Os três princípios que devem nortear o trabalho com a EJA
Princípios Metodológicos para o trabalho com a EJA
Educação e Pedagogia
16/05/2015
Os três princípios que devem nortear o trabalho com a EJA
Annyelle F B de Lucena¹
“O homem chega a ser sujeito por uma reflexão sobre sua situação, sobre seu ambiente concreto... Quanto mais refletir sobre a realidade... mais emerge plenamente consciente, comprometido, pronto a intervir na realidade para mudá-la”. (FREIRE 1980:35)
Quando nos reportamos à escolarização de Jovens e Adultos, o método de ensino a ser utilizado ainda é a questão mais abordada em debates e sobre a qual recaem várias indagações.
Quem nunca acreditou estar fazendo um excelente trabalho e sorrateiramente se pegou incomodado por uma enorme sensação de fracasso?
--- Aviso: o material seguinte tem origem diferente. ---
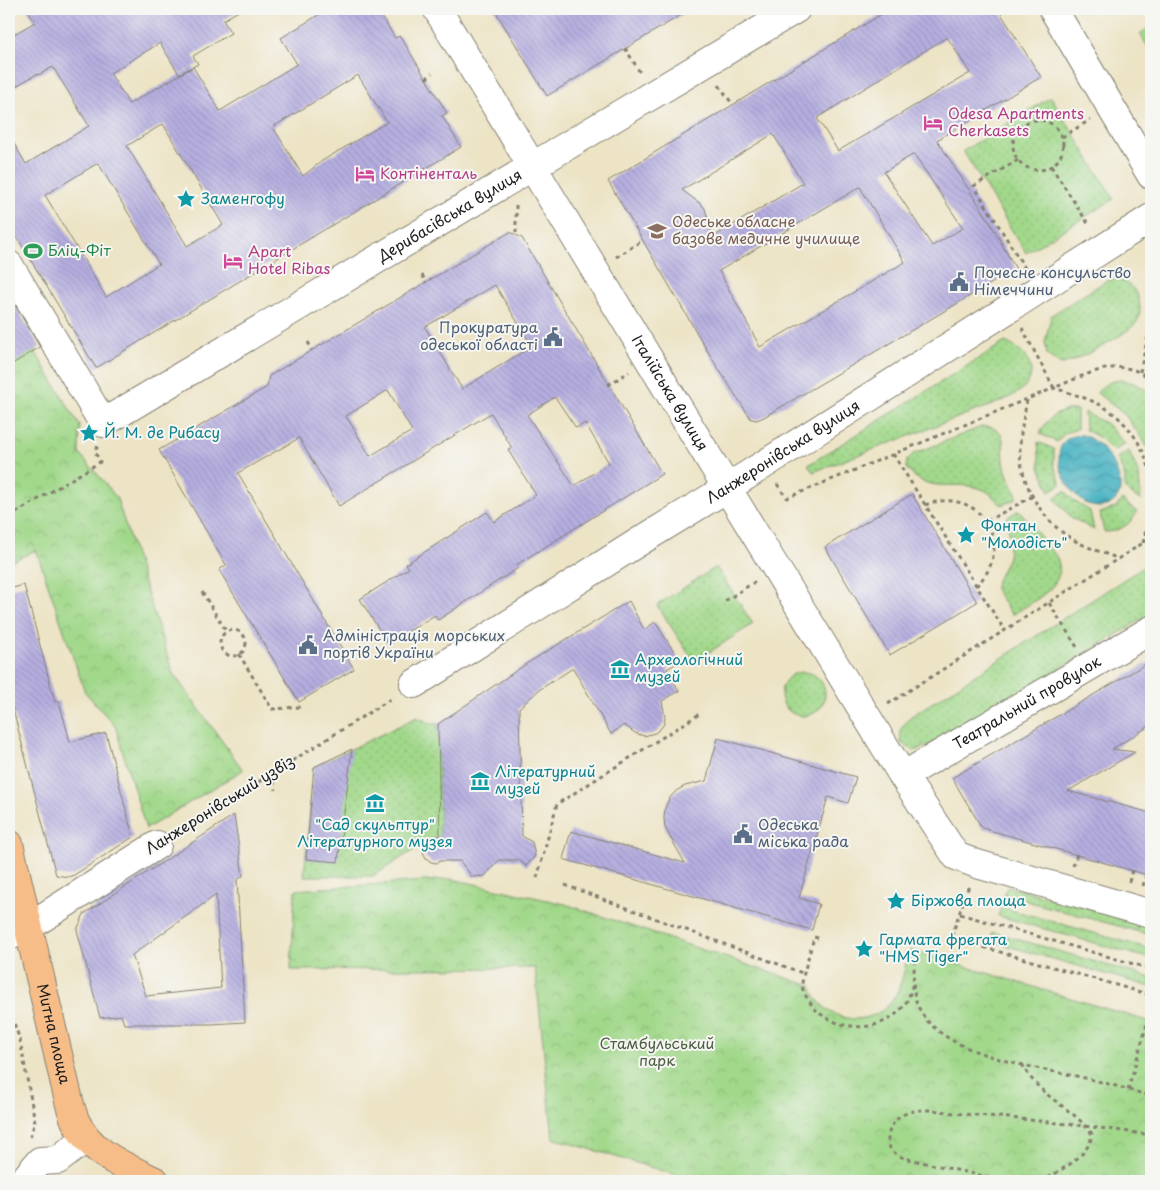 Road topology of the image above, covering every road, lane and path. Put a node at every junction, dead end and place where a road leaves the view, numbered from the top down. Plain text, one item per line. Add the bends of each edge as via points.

Quem nunca se perguntou sobre sua metodologia, se sua forma de trabalho estaria coerente com o cidadão que estamos querendo formar, se as atividades propostas em sala de aula estão realmente adequadas, se elas atendem ou não aos seus objetivos e as necessidades dos educandos (as)? Essas e outras perguntas nos fazem refletir acerca de qual seria a forma correta de planejarmos nossas aulas e de que forma poderíamos nos aproximar da escola ideal... Aquela que forma para a vida.
Quando se trabalha com jovens e adultos, pessoas com múltiplas vivências, experiências extremamente significativas, com opiniões formadas, com leituras de mundo diversificadas, com estratégias próprias de sobrevivência, pessoas que um por um longo período de tempo foram excluídas e obrigadas a se adaptarem a um mundo repleto de códigos e desta forma, se apropriarem de outros instrumentos que facilitassem o seu dia a dia como um simples fato de pegarem um ônibus pela cor e/ou horário, não se concebe a comparação com os métodos utilizados para a educação infantil.
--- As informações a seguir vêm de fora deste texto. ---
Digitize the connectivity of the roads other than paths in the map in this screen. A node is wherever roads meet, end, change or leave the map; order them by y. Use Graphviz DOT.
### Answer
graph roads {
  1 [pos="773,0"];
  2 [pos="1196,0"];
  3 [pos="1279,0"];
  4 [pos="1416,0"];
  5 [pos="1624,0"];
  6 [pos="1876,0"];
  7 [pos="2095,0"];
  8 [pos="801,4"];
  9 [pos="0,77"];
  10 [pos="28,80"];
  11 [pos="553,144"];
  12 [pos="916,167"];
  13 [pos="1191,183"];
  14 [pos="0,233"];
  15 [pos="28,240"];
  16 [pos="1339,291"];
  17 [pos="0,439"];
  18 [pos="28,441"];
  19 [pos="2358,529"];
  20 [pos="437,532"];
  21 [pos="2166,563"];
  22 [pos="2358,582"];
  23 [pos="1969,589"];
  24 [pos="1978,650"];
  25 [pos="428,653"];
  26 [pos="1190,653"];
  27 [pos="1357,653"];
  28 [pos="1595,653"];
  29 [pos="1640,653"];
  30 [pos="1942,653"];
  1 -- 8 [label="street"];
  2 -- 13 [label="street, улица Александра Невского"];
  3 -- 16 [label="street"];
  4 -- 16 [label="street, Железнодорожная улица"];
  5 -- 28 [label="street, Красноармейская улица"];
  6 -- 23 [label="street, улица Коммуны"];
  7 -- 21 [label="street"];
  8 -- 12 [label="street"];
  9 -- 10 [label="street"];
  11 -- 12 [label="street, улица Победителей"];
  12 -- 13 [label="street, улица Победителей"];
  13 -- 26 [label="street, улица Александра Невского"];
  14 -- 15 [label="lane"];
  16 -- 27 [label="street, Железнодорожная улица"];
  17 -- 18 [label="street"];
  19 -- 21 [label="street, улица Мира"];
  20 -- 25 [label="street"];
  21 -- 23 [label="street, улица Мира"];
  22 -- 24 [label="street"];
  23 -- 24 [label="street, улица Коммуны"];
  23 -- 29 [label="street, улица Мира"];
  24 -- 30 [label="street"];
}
São realidades, conteúdos, necessidades e ritmos de aprendizagens diferentes. Por exemplo: Para que trabalhar conjunto vazio e unitário? Será que um adulto trabalhador não compreende o que é ter a dispensa de sua casa vazia? Será que o termo unitário não está presente em sua vida, no momento em que vão a uma mercearia compra ovos ou pão a unidades? Então para que perder tempo com conteúdos que para eles não são relevantes e que em nada acrescentam a suas vidas?
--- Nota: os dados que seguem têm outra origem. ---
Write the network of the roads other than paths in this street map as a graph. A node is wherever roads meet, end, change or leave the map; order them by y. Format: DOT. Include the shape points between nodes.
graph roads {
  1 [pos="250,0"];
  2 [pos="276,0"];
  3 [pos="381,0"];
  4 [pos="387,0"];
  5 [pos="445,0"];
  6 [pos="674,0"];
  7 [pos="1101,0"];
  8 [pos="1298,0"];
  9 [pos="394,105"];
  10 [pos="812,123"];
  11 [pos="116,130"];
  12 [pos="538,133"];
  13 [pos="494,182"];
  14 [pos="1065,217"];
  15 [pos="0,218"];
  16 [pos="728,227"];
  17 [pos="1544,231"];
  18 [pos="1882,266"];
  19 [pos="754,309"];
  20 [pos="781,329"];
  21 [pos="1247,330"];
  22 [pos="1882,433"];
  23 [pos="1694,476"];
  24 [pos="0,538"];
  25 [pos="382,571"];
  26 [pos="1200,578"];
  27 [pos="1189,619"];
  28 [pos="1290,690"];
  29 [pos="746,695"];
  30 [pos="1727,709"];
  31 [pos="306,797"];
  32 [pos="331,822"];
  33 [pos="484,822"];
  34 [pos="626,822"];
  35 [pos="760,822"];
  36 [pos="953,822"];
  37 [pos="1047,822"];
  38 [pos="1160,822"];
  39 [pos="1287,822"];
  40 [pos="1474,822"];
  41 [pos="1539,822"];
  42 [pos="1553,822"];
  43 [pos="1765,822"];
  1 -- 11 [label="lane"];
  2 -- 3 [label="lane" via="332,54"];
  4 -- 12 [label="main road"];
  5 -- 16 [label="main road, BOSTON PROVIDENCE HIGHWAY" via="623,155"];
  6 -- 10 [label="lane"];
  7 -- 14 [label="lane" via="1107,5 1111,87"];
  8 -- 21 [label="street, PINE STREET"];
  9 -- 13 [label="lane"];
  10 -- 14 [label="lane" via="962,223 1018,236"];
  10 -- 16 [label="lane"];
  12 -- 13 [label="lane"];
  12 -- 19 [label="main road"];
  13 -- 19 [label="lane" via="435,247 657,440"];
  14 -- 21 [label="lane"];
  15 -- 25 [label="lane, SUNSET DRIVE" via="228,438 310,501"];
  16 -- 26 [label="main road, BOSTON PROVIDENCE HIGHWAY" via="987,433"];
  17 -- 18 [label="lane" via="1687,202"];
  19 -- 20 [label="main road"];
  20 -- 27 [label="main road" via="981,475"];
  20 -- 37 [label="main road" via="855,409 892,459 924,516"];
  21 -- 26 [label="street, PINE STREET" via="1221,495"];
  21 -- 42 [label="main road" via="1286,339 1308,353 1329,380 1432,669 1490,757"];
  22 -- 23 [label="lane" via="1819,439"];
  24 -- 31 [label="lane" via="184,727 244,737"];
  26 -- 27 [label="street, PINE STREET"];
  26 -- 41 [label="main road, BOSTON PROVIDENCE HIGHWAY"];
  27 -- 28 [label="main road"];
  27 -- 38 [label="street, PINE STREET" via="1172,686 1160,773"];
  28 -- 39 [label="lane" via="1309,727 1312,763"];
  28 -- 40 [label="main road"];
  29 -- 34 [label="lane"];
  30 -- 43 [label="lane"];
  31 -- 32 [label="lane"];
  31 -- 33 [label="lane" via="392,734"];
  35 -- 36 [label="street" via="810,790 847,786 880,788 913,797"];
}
Pensando nestas questões, destacaremos alguns princípios que não podem ser ignorados no trabalho com a EJA. Estes princípios têm norteado as práticas pedagógicas do Projeto Escola Zé Peão há mais de 25 anos. Este projeto de alfabetização de Jovens e adultos é fruto da parceria entre a UFPB e o SINTRICOM – Sindicato da Construção e do Mobiliário de João Pessoa – PB, uma experiência que já é referência a nível nacional. Começaremos então pelo princípio da contextualização.
O Princípio da Contextualização
O princípio da contextualização nada mais é que trazer para a sala de aula o cotidiano do aluno(a), sua realidade de vida, seu meio social, os assuntos que lhe dizem respeito, que lhe provocam interesse, que se adequam as suas necessidades. Ou seja, inserir no cotidiano escolar temas, questões e conteúdos que contribuam com sua formação cidadã, que o ajude a ampliar as leituras de mundo, sua relação com o uso social da leitura e da escrita, sua situação histórica e sua inserção enquanto sujeito político.
Para contextualizar, deve-se ter como ponto de partida o aluno (a), seus saberes e suas experiências. É preciso estar aberto para o resgate de suas histórias, suas condições de vida, o que sonham, o que esperam aprender no processo, as condições em que se dão sua inserção no mundo do trabalho, o que pensam, o que querem...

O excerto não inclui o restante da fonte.